As you can see, the pattern has a lot of participants. Application service is an application service object and it interacts with persistable business objects. Persistable is an interface or base class that all business objects that will be persisted must implement. PersistenceManagerFactory creates and manages persistence managers. PersistenceManager manages the persistence inquiries of the object model. The PersistenceManager interacts with the state manager not the business object.

The PersistenceManager instructs the state manager to update object state when necessary. State manager manages the state of persistable objects. The persistable object shares the responsibility for managing its state with the state manager. The state manager enforces transactional storage and retrieval of the state from the data resource. StoreManager. You think of this like a data gateway. It interacts with the data resource to perform CRUD operations. StoreManager is a dhow and encapsulates all the data resource mechanisms. 

Data resource is any resource service that manages data. It can be a relational database, object-oriented database, EIS and so on. These are classes that are typical when implementing domain store, but are not central to the pattern. Session facade is entry point into service layer, communicates with one or more application services. PersistMap contains the relationships among the objects and the mappings between persistable objects and the data resource. The transaction is an artifact of PersistenceManager and not an independent component. It's used to set transaction-oriented policies and delimit transactions in non-managed environments. Query encapsulates a query.

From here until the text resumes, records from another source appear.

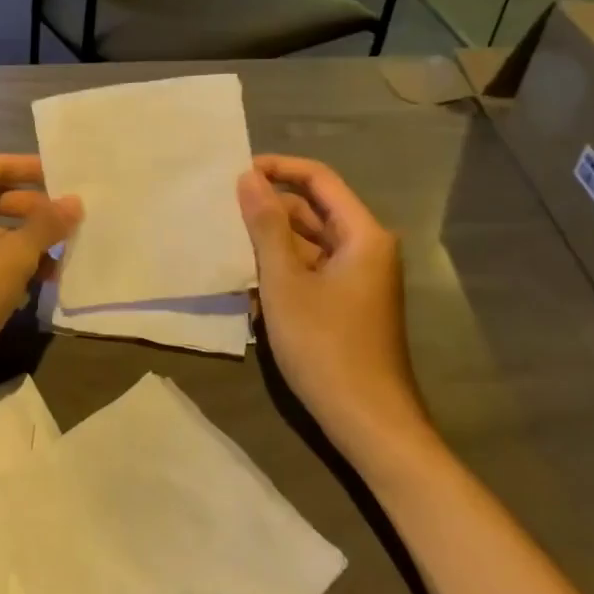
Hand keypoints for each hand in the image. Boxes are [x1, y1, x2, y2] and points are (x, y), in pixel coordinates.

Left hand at [0, 155, 80, 390]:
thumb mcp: (13, 256)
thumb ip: (45, 225)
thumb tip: (74, 202)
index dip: (31, 169)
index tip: (66, 176)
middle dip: (32, 211)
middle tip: (70, 222)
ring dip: (24, 243)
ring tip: (61, 259)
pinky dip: (7, 266)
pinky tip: (36, 284)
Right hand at [238, 155, 433, 468]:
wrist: (369, 424)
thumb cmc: (326, 346)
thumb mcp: (285, 281)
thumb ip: (265, 225)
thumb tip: (248, 176)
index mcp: (362, 234)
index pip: (319, 179)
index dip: (278, 169)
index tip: (237, 173)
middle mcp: (365, 248)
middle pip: (313, 210)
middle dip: (270, 209)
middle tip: (224, 213)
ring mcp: (358, 278)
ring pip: (309, 242)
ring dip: (271, 242)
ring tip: (229, 247)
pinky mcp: (347, 303)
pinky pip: (311, 269)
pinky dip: (283, 270)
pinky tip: (250, 286)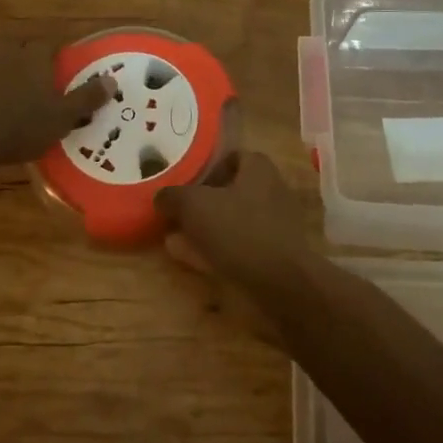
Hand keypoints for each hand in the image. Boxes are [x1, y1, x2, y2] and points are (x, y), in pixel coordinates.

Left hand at [0, 43, 114, 172]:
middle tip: (33, 71)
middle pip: (17, 45)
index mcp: (33, 59)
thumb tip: (112, 79)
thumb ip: (87, 98)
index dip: (56, 53)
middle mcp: (4, 55)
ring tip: (1, 68)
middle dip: (25, 54)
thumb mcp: (61, 117)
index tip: (61, 63)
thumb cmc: (18, 128)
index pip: (48, 45)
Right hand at [154, 149, 311, 292]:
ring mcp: (275, 225)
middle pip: (230, 192)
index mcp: (258, 168)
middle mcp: (271, 191)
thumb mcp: (194, 206)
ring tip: (176, 242)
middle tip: (176, 218)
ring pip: (232, 222)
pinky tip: (194, 262)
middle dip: (201, 205)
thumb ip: (173, 197)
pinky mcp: (274, 256)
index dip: (206, 171)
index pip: (230, 158)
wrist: (282, 284)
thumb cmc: (239, 230)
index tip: (185, 188)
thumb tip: (161, 197)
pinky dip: (217, 251)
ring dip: (205, 231)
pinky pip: (240, 247)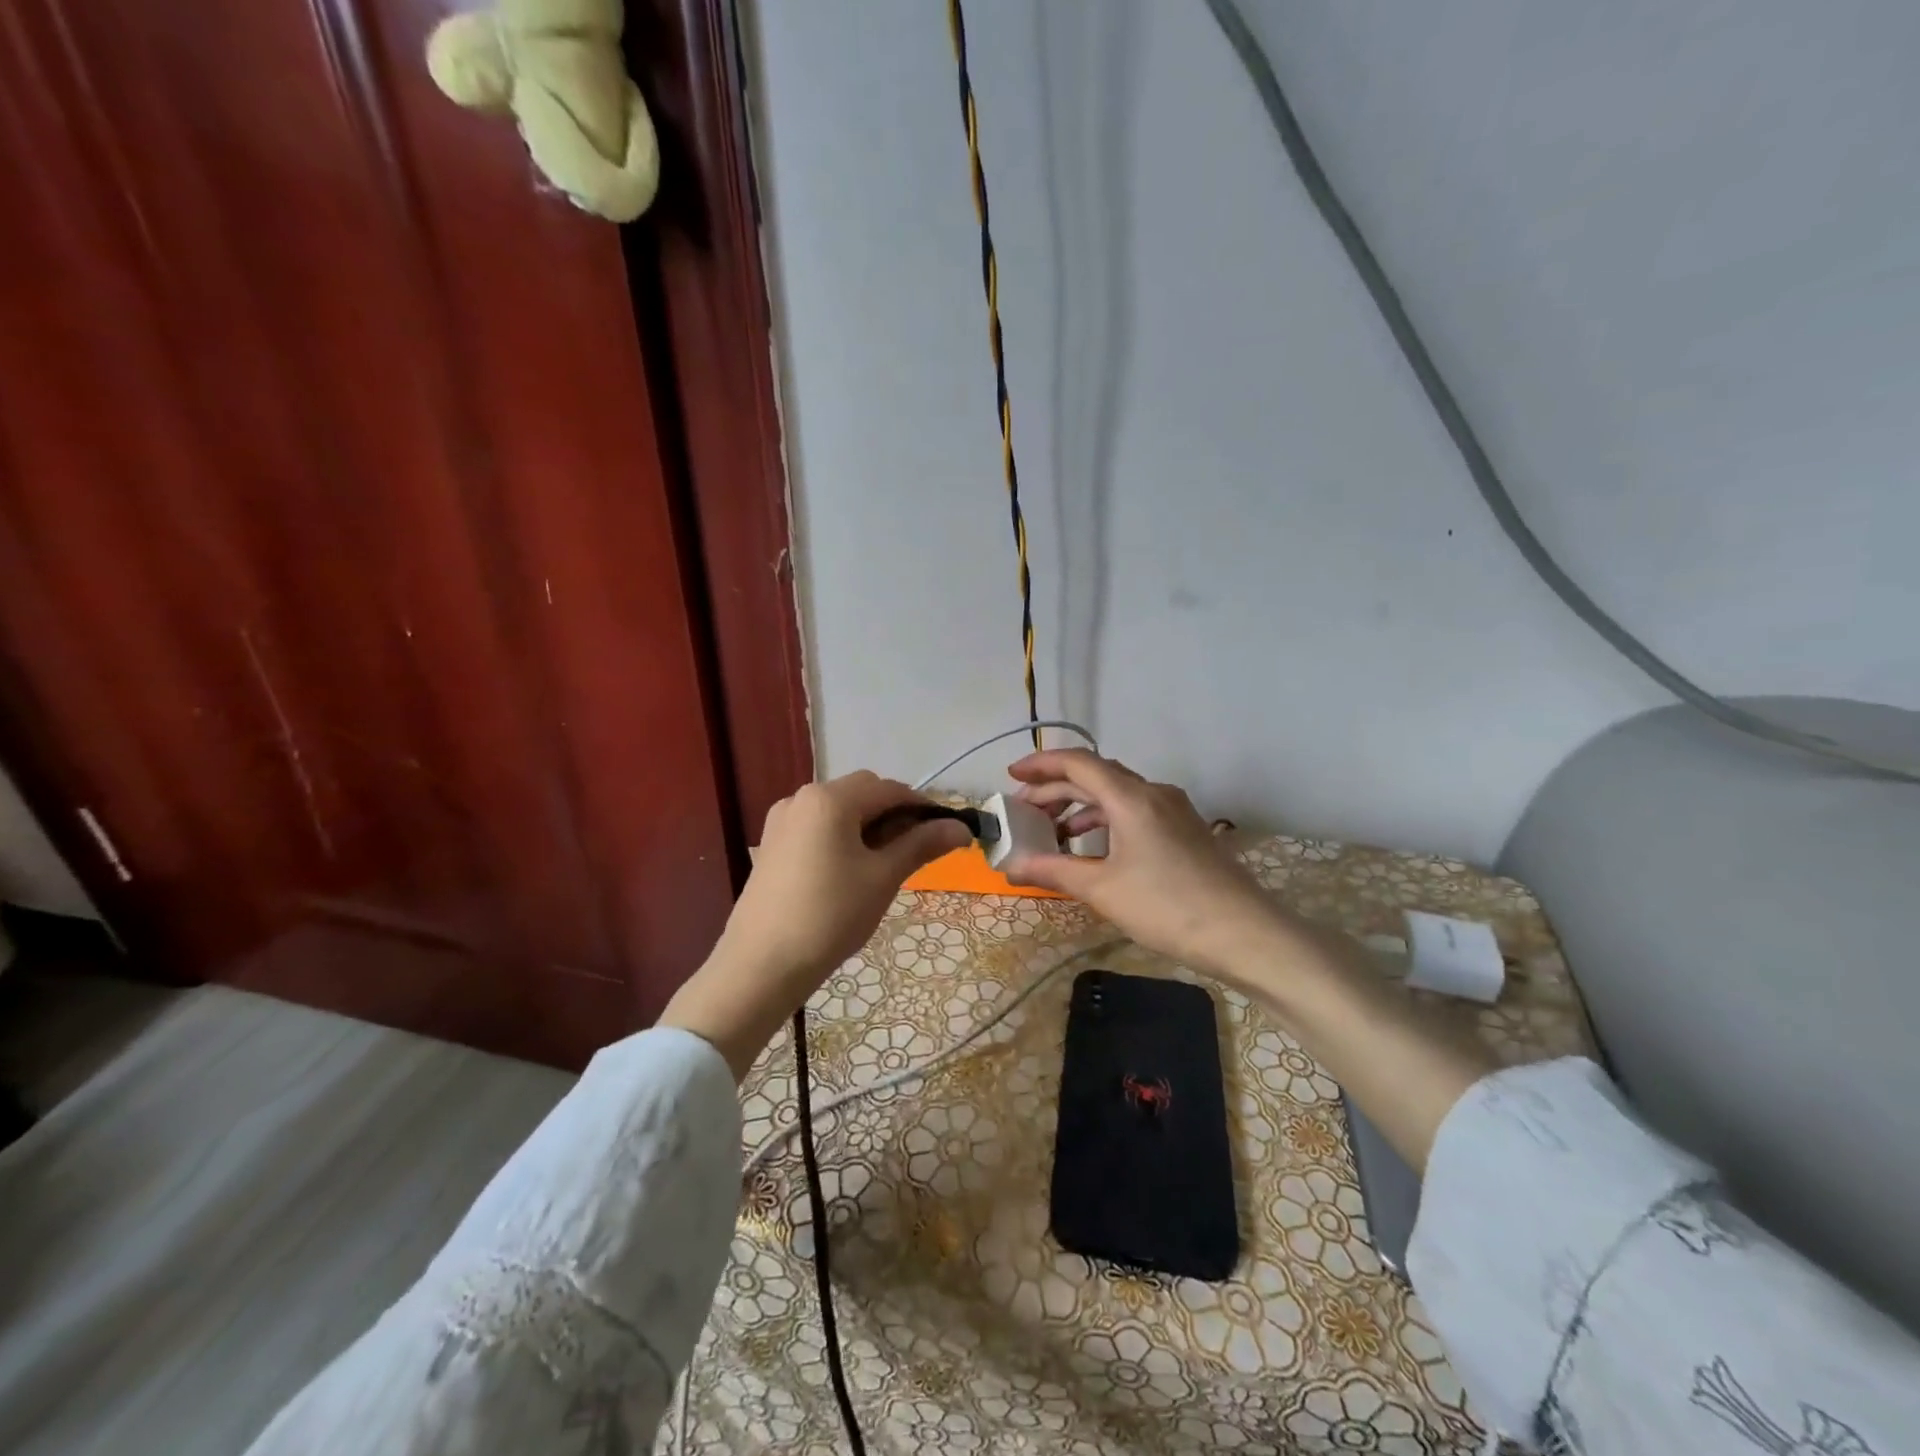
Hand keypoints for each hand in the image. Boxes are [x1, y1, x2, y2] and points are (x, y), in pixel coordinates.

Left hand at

Typically, the extent of instances to query, filtering criteria, ordering and parameter declarations. This pattern creates a robust persistence mechanism that is transparent to the business objects without using entity beans. This pattern allows many benefits of entity beans without the overhead of other entity bean services. It creates more robust and transparent persistence capabilities than the dhow pattern and separates the persistence from the business objects. The dhow pattern separates the persistence code from the business objects, but the pattern does not make the code transparent to the business objects. We have now finished looking at the domain store design pattern. In the next lesson, we will start looking into the web service broker pattern. Until then, take care.